Last week’s employment report raised the odds of a December rate hike considerably and the consensus at this point seems to be that it is a done deal. The employment report was pretty good with the unemployment rate down to 5%, 271,000 jobs added and a pay hike to boot. Year over year average hourly earnings are now up 2.4%, nicely outpacing inflation for a change. Janet Yellen and the other Phillips Curve acolytes will see that as evidence of full employment, of a tightening labor market that will lead to higher inflation. There isn’t much in the way of actual evidence to support that idea but Yellen seems intent on justifying her life’s work by running monetary policy based on the ideas of some defunct economist.
As I outline in my Bi-Weekly Economic Review, the actual economic data released recently has not been all that good. Markets are moving mostly based on Fed rhetoric and expectations of the rate hike. It is almost as if the market is coming to believe that higher interest rates will cause better growth rather than the other way around. I suppose that is possible just as it is possible that the recent rise in wages has nothing to do with the rising minimum wage and the debate surrounding it. And there is a certain attractiveness to economic theories that are so counterintuitive if for no other reason than they often turn out to be right. But I have my doubts. There is simply too much debt piled on the global economy for higher interest rates to be anything but a net negative, at least in the short term.
In any case, I don’t think December is a done deal, far from it. There’s a lot of data between now and then, including another employment report, and the anticipation of the rate hike is already tightening financial conditions just as it did the last time it seemed like a hike was a sure thing. Interest rates aren’t waiting for the Fed to act; bond markets are busy pricing in the rate hike right now. Currency traders aren’t waiting for the Fed; the dollar is about to challenge the spring highs with all that implies for emerging markets and their dollar denominated debts. The rising dollar will also keep pressure on commodity prices and the struggling shale industry.
While the focus in the corporate bond market has been on those shale companies and the debts they probably can’t pay at current oil prices, balance sheets in general are not as healthy as they were after several years of borrowing to buy back stock and pay dividends. S&P corporate debt downgrades have outnumbered upgrades this year for the first time since 2009 and they aren’t all energy companies. It has happened a bit under the radar but leverage has risen considerably since 2010 and defaults are already rising – although still quite low historically.
Corporate credit spreads have improved over the last month but the trend is still pretty obviously toward wider. Treasuries have sold off over the last few weeks with the 10 year yield recently hitting a 3 month high but high yield bonds have continued to underperform except in the very short term. Despite parts of the market anticipating better growth, high yield and high grade corporate bonds are already in a downtrend. That contrasts with the last cycle when corporate bonds continued to perform well until mid 2008 when credit concerns started to mount. Or maybe it doesn’t contrast at all; perhaps we’re closer to recession than anyone realizes.

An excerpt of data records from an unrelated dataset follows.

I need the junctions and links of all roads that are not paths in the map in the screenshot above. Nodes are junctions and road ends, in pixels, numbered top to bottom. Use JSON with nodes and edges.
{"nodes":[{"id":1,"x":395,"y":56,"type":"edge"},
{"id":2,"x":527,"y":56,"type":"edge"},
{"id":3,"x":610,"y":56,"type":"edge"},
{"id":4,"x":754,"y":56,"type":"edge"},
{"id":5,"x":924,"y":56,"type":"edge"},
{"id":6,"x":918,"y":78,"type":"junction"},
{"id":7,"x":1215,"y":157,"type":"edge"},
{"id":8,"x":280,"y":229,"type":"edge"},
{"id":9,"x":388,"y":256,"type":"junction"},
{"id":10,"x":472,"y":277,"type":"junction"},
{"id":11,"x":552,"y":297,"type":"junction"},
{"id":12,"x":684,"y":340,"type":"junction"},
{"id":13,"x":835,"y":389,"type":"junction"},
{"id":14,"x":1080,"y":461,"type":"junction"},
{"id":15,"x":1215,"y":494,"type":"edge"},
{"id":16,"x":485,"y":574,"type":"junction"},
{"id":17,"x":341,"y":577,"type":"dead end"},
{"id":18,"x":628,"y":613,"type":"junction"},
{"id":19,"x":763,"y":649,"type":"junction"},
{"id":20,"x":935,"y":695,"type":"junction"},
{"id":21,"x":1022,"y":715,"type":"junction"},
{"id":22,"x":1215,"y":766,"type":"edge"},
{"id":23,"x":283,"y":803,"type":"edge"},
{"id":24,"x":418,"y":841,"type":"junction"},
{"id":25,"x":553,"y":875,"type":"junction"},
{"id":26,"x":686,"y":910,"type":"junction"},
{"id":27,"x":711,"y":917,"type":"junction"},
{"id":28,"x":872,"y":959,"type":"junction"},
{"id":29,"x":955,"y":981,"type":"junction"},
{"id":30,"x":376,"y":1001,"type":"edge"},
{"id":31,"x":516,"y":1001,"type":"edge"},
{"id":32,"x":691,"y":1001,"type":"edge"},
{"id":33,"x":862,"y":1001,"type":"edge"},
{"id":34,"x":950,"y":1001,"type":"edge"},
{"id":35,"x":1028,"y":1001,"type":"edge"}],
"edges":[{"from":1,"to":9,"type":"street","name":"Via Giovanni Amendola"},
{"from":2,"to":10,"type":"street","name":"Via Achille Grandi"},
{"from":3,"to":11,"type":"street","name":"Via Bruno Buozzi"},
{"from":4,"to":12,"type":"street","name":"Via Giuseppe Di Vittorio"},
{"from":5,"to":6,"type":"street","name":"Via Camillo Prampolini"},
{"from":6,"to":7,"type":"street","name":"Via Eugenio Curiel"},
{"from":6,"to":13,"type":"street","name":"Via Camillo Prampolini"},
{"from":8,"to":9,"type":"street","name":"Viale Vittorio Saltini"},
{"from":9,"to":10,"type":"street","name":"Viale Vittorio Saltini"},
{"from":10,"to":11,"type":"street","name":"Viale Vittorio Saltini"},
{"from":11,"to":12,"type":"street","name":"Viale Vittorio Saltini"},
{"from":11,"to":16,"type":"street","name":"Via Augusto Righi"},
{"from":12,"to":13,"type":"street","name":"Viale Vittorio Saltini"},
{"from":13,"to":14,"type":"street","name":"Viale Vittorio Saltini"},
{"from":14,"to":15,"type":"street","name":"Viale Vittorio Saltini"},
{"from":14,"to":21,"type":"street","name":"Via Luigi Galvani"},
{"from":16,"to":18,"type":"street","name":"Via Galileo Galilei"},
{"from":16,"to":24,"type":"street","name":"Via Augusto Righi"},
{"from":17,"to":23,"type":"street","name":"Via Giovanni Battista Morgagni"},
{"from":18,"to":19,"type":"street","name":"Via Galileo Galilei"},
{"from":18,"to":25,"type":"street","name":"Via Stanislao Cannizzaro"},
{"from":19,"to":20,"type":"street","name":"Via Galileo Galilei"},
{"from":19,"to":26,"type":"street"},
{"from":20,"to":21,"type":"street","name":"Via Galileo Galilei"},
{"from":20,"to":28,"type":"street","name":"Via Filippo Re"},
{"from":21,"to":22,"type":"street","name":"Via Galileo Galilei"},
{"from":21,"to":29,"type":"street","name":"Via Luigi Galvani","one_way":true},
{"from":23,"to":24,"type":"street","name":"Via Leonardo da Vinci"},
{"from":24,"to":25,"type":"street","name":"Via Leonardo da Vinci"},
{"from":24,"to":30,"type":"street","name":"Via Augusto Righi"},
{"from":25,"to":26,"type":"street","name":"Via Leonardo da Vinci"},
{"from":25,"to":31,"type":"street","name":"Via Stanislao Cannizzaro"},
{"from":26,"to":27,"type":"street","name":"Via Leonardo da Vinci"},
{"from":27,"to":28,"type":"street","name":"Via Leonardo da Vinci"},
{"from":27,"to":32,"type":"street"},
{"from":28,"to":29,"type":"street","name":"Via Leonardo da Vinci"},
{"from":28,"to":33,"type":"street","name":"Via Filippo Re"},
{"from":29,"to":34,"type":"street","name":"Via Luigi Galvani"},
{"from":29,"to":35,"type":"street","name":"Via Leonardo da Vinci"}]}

Stocks also belie this belief that the Fed finally has it right, that growth is finally accelerating and the real recovery is finally underway. Yes, stocks have rallied nicely the last few weeks and have nearly recovered from their August swoon. But all that has done so far is to bring stocks back to where they were in mid-August just before the sell off. While it is certainly possible that we will yet make new highs, I think it is important that momentum is not confirming the move higher except, again, in the very short term. Long term momentum indicators still show a market in the process of topping.
That shouldn’t really be that surprising considering what is going on with earnings. With so much hoopla surrounding the Fed it has almost been lost in the shuffle but earnings this quarter have not been very good overall. If you look at “operating earnings” – earnings before all the bad stuff that is allegedly one time but rarely is – over 70% of companies are beating estimates although the beat rate for revenue is quite a bit lower. However, reported earnings paint a different picture with less than half the companies beating estimates. This kind of divergence happens every cycle as we get near the end of the expansion. It speaks to the quality of the earnings and the creativity of CFOs at the end of an expansion.
Companies this cycle have loaded up on debt to buy back stock and keep earnings per share rising. That and other means of cost cutting were necessary because revenue growth has been hard to come by. Particularly hard hit recently have been the US multinational companies, hit by the double whammy of a rapidly rising dollar. The strong dollar lures capital back from emerging markets which hurts local economic growth and therefore sales growth for the multinationals. In addition, what earnings remain convert into fewer dollars. It is also hard to raise prices in emerging market economies that are already struggling and hedging is difficult and costly.
The anticipation of the beginning of the long awaited Fed tightening cycle is creating conditions that will make it difficult for the Fed to follow through. The market waits for no man or woman, not even Janet Yellen. Interest rates have already been hiked, the dollar is already rising and financial conditions are already tightening. In a world drowning in dollar debts, higher interest rates and a rising dollar are not good news. The odds of a rate hike may have risen with the employment report but it’s one report and unemployment is a lagging indicator. Maybe the economy really is accelerating and the employment report is the beginning of a trend. I sure hope so but I wouldn’t go all in the rate hike bet just yet.